### The problem
Go through the entries below and say how many lines hold the word "wrist". Nothing else is needed.

### Records from a collection

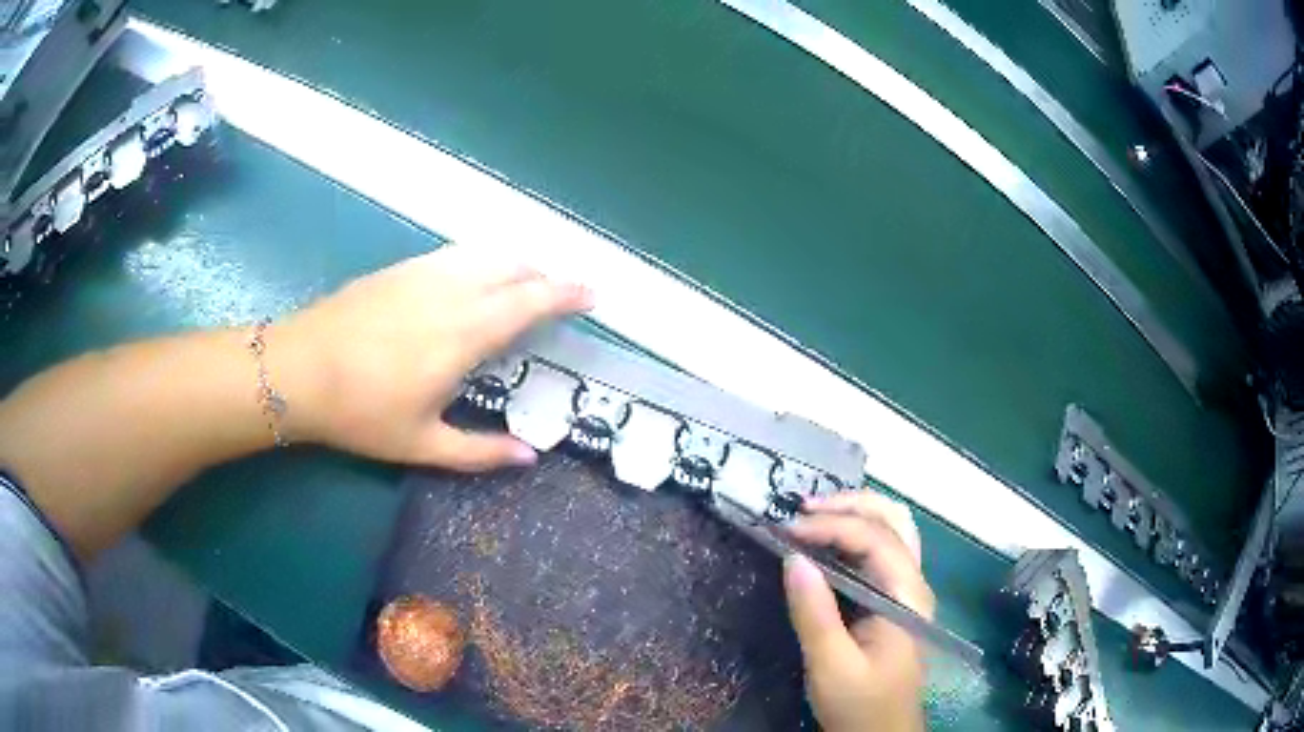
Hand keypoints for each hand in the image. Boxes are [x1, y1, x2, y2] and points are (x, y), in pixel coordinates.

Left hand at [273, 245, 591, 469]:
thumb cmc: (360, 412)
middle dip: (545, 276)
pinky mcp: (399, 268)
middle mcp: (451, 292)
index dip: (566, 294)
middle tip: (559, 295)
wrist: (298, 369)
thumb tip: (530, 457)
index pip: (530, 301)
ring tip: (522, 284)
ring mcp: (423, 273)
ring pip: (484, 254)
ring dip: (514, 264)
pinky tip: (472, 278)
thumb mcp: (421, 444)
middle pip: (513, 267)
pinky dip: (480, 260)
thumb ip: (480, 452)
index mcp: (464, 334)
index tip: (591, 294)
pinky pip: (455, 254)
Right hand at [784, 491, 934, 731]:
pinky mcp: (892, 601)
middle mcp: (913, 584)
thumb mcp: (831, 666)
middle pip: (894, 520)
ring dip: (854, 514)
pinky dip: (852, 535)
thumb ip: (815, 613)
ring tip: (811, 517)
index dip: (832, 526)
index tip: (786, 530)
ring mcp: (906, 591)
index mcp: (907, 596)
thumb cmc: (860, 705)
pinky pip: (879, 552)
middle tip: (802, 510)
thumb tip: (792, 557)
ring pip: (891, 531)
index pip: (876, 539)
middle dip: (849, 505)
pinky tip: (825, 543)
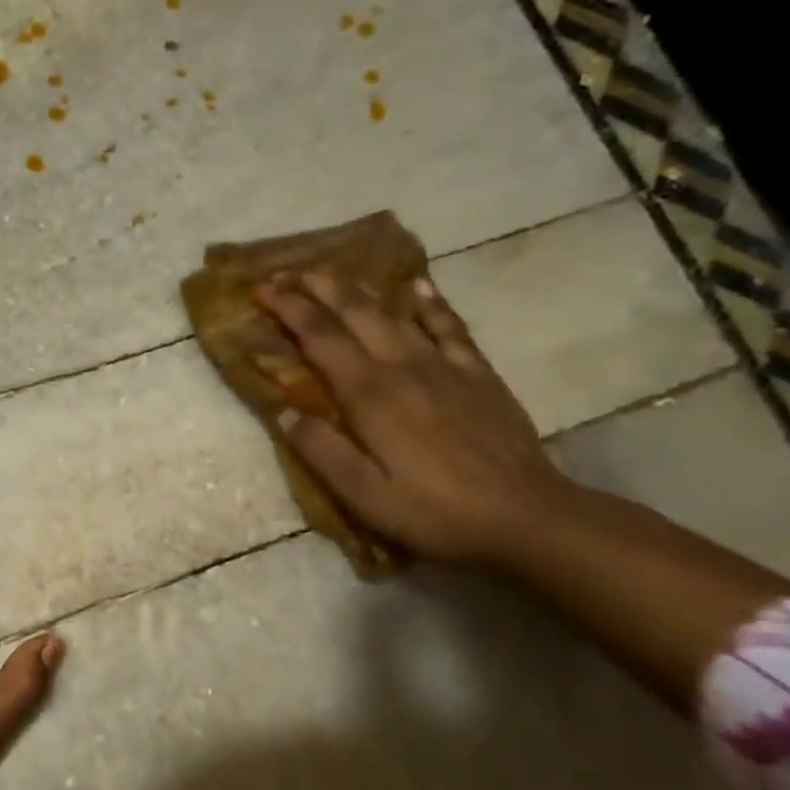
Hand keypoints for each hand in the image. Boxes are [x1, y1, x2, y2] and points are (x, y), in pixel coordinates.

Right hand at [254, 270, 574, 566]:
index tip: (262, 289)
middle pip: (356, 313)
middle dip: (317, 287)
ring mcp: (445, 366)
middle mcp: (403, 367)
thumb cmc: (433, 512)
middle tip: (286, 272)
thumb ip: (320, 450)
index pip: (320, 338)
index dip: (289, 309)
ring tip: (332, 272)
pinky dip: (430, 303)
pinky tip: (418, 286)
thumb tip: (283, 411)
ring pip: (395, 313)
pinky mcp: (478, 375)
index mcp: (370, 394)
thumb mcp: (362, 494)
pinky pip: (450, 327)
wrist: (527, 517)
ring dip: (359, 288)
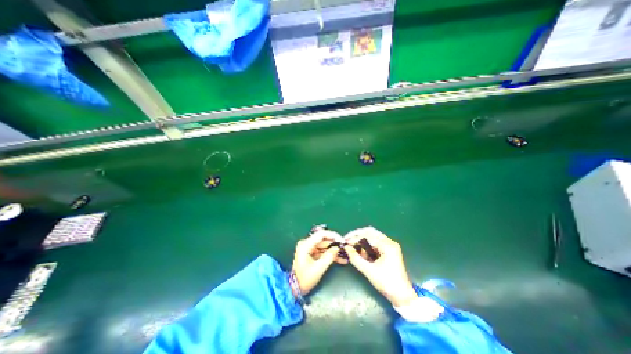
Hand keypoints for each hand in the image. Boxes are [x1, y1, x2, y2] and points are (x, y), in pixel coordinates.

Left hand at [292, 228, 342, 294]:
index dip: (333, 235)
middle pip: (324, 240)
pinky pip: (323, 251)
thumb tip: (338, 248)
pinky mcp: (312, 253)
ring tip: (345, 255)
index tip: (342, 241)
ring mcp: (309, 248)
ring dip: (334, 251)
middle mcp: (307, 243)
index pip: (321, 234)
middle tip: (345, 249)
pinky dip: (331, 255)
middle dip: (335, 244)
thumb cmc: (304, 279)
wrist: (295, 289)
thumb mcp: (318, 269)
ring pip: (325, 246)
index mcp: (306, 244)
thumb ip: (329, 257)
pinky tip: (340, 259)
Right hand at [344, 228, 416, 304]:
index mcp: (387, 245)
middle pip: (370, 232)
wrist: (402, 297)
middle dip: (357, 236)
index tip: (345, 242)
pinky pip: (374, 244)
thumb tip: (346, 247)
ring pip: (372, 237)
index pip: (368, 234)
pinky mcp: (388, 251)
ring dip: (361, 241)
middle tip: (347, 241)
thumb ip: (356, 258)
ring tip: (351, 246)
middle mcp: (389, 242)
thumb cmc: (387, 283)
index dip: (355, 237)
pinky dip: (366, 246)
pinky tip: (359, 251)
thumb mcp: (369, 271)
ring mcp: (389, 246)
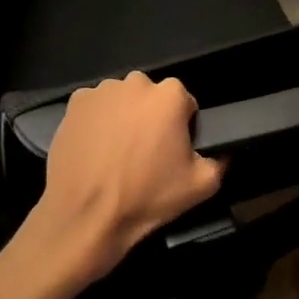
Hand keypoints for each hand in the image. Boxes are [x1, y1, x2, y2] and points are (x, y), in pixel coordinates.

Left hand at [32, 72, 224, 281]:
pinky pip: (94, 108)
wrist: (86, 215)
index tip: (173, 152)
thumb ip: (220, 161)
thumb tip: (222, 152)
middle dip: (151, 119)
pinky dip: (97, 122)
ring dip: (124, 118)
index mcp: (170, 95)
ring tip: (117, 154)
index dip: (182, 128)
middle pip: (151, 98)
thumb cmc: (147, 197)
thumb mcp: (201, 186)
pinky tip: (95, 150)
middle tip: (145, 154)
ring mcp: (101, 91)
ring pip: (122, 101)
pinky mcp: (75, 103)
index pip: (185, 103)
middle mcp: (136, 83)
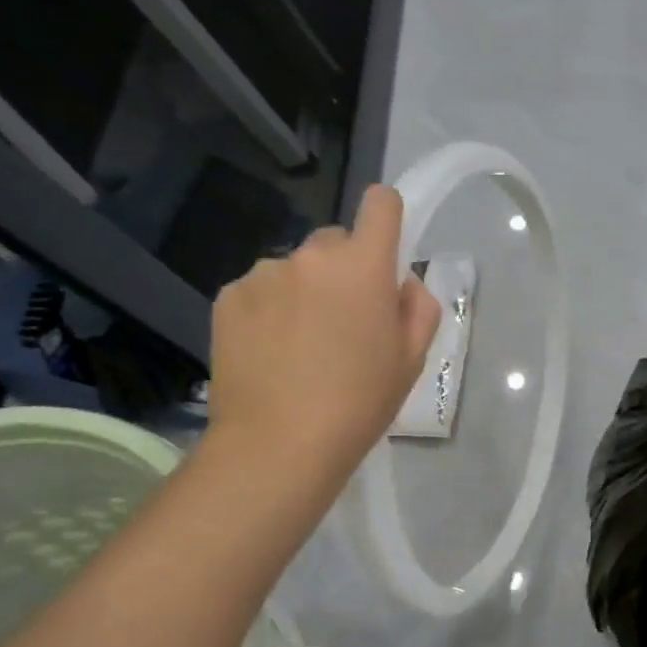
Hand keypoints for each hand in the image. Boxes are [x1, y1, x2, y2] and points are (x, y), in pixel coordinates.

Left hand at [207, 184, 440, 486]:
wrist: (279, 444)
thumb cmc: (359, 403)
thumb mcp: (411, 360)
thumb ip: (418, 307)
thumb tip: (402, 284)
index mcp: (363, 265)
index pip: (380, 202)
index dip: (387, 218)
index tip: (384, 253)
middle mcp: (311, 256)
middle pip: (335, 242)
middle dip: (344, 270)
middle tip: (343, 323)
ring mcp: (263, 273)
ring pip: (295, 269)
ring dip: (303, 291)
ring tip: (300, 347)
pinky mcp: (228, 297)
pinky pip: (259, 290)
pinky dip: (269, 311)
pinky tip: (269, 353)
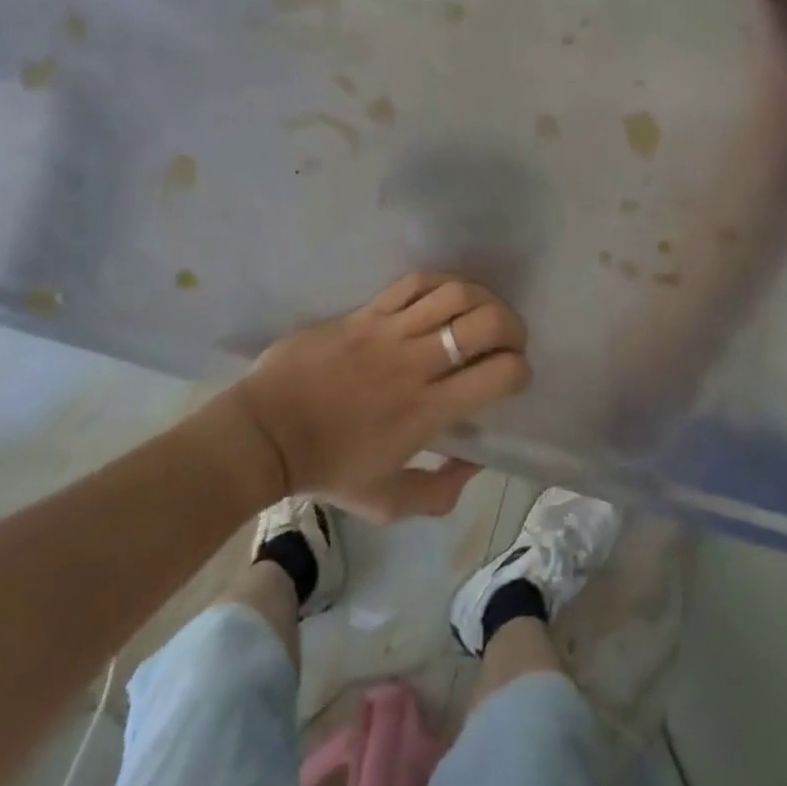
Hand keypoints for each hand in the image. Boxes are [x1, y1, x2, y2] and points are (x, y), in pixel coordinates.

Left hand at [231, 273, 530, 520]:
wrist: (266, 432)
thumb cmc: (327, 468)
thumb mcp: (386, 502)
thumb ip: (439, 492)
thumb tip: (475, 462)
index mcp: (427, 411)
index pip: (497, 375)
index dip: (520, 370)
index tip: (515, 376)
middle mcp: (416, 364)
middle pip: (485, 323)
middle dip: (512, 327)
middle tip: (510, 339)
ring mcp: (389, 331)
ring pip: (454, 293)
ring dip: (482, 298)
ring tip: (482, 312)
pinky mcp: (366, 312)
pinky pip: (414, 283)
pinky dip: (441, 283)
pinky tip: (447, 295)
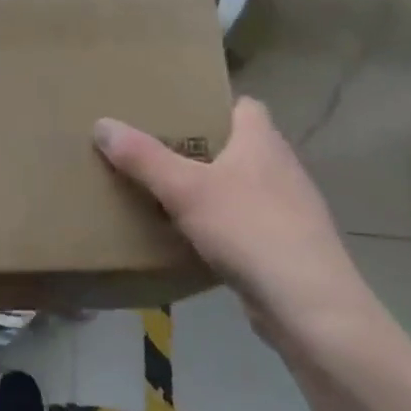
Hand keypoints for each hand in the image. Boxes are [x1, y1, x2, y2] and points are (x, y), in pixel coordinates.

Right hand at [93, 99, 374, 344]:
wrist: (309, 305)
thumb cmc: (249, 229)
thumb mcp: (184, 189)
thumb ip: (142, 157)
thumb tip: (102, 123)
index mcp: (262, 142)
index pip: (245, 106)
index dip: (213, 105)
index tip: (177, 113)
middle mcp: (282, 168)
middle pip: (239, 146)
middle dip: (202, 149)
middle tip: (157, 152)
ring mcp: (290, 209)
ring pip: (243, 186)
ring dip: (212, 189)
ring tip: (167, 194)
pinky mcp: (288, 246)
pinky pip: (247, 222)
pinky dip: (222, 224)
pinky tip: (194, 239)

### Result below
8